Directions: Drop the pictures and repeat the remaining data exactly.

Items listed in a dataset:
* * *

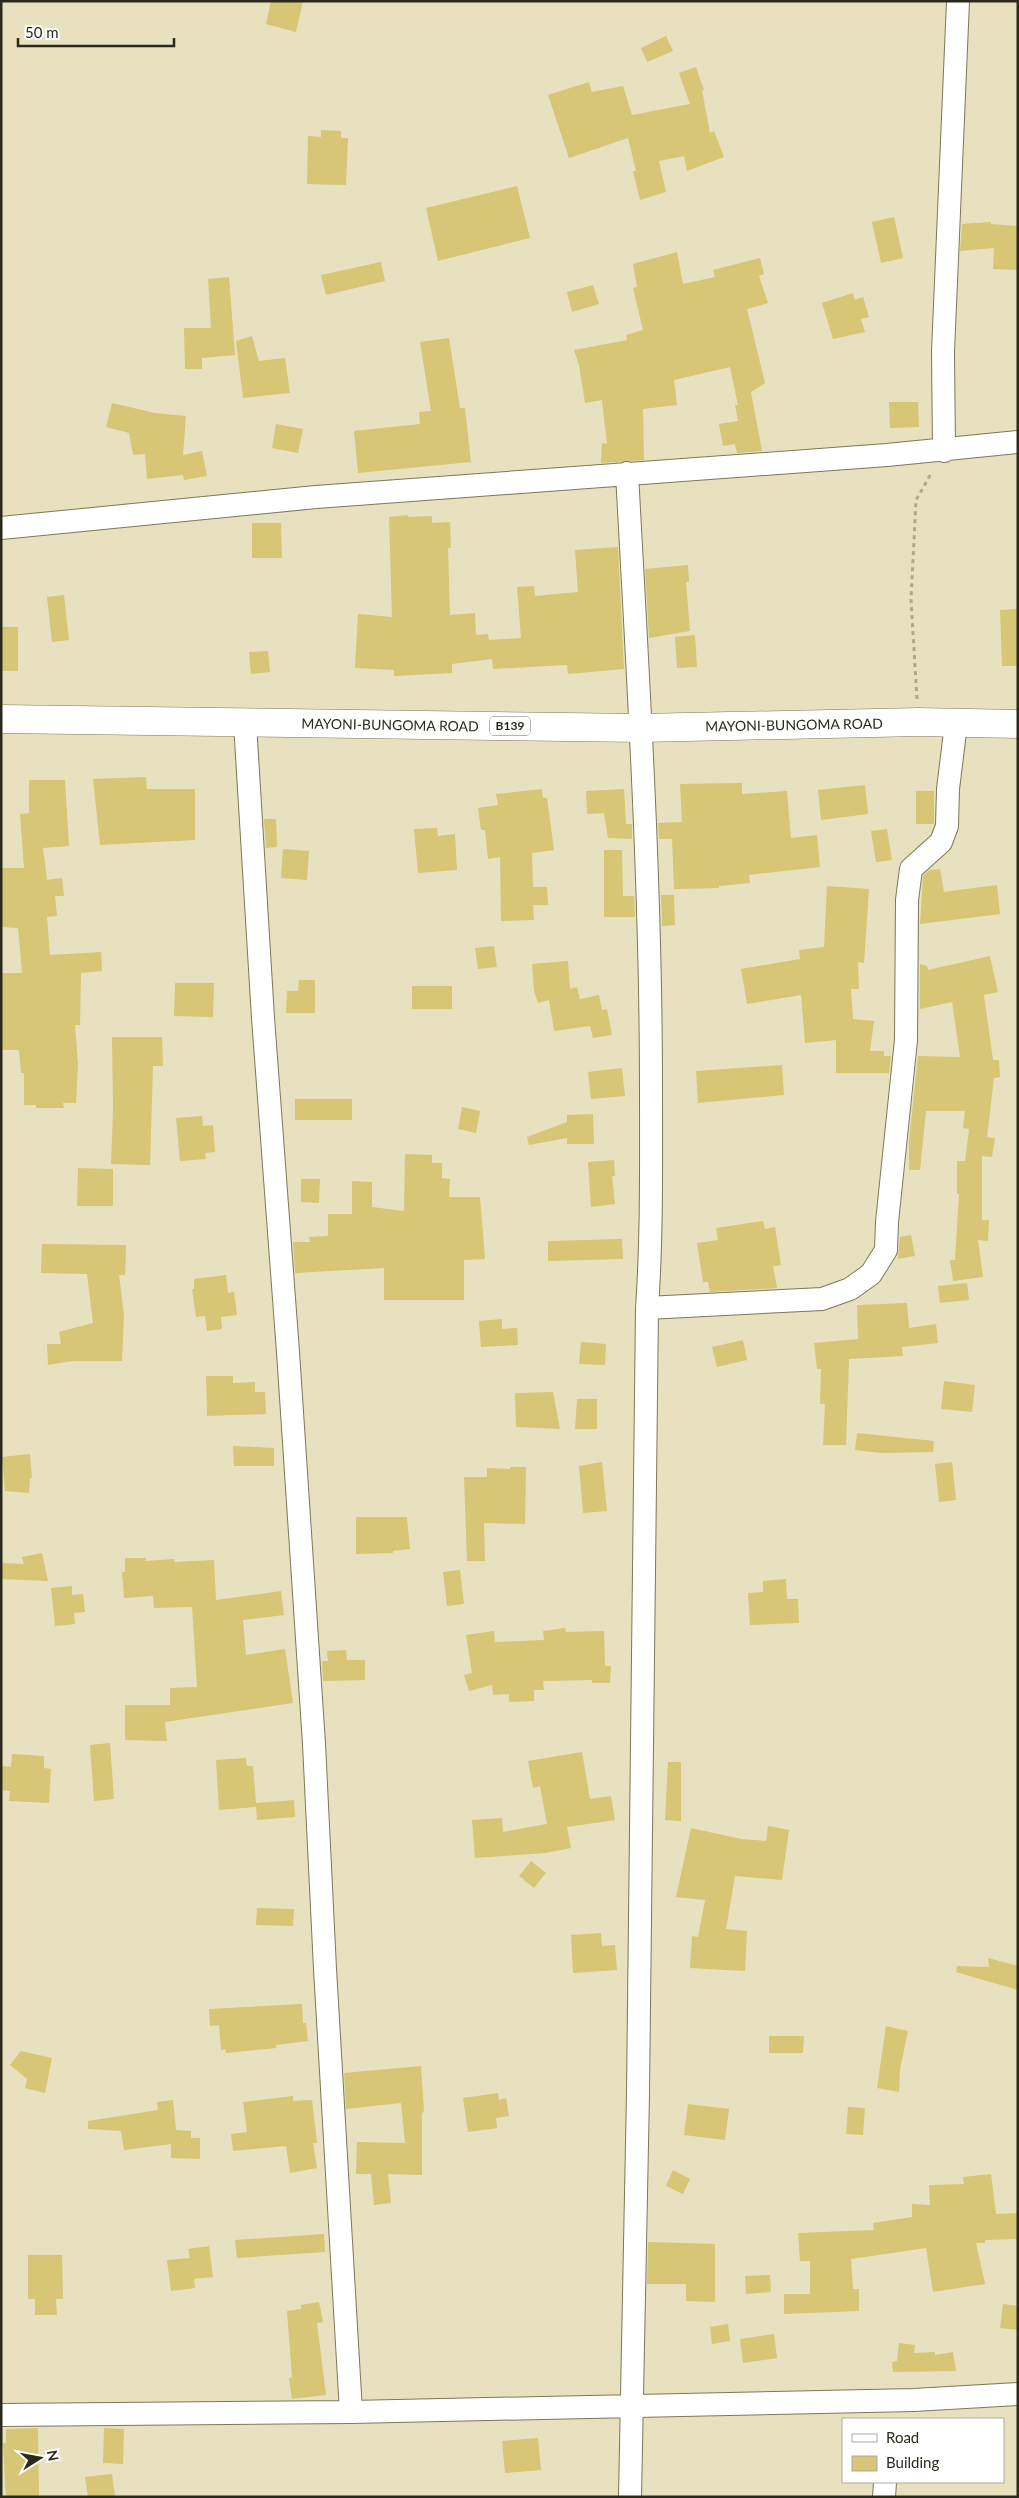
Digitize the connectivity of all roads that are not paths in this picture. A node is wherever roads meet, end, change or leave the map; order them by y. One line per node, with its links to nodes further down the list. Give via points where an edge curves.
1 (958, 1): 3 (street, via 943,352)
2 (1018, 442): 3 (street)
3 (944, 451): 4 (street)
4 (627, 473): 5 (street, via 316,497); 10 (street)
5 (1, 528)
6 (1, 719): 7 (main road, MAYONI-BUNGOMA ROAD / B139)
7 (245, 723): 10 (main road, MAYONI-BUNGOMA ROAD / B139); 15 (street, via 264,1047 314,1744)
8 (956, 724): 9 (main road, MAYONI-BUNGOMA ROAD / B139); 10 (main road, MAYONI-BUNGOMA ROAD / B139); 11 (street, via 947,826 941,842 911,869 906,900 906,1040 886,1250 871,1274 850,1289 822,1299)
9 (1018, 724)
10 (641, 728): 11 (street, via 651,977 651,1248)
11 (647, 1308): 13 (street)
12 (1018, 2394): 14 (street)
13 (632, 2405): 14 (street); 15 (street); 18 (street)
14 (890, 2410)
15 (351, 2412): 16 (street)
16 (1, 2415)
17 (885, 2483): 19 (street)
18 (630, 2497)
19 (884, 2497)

* * *

Solution:
Digitize the connectivity of all roads that are not paths in this picture. A node is wherever roads meet, end, change or leave the map; order them by y. One line per node, with its links to nodes further down the list. Give via points where an edge curves.
1 (958, 1): 3 (street, via 943,352)
2 (1018, 442): 3 (street)
3 (944, 451): 4 (street)
4 (627, 473): 5 (street, via 316,497); 10 (street)
5 (1, 528)
6 (1, 719): 7 (main road, MAYONI-BUNGOMA ROAD / B139)
7 (245, 723): 10 (main road, MAYONI-BUNGOMA ROAD / B139); 15 (street, via 264,1047 314,1744)
8 (956, 724): 9 (main road, MAYONI-BUNGOMA ROAD / B139); 10 (main road, MAYONI-BUNGOMA ROAD / B139); 11 (street, via 947,826 941,842 911,869 906,900 906,1040 886,1250 871,1274 850,1289 822,1299)
9 (1018, 724)
10 (641, 728): 11 (street, via 651,977 651,1248)
11 (647, 1308): 13 (street)
12 (1018, 2394): 14 (street)
13 (632, 2405): 14 (street); 15 (street); 18 (street)
14 (890, 2410)
15 (351, 2412): 16 (street)
16 (1, 2415)
17 (885, 2483): 19 (street)
18 (630, 2497)
19 (884, 2497)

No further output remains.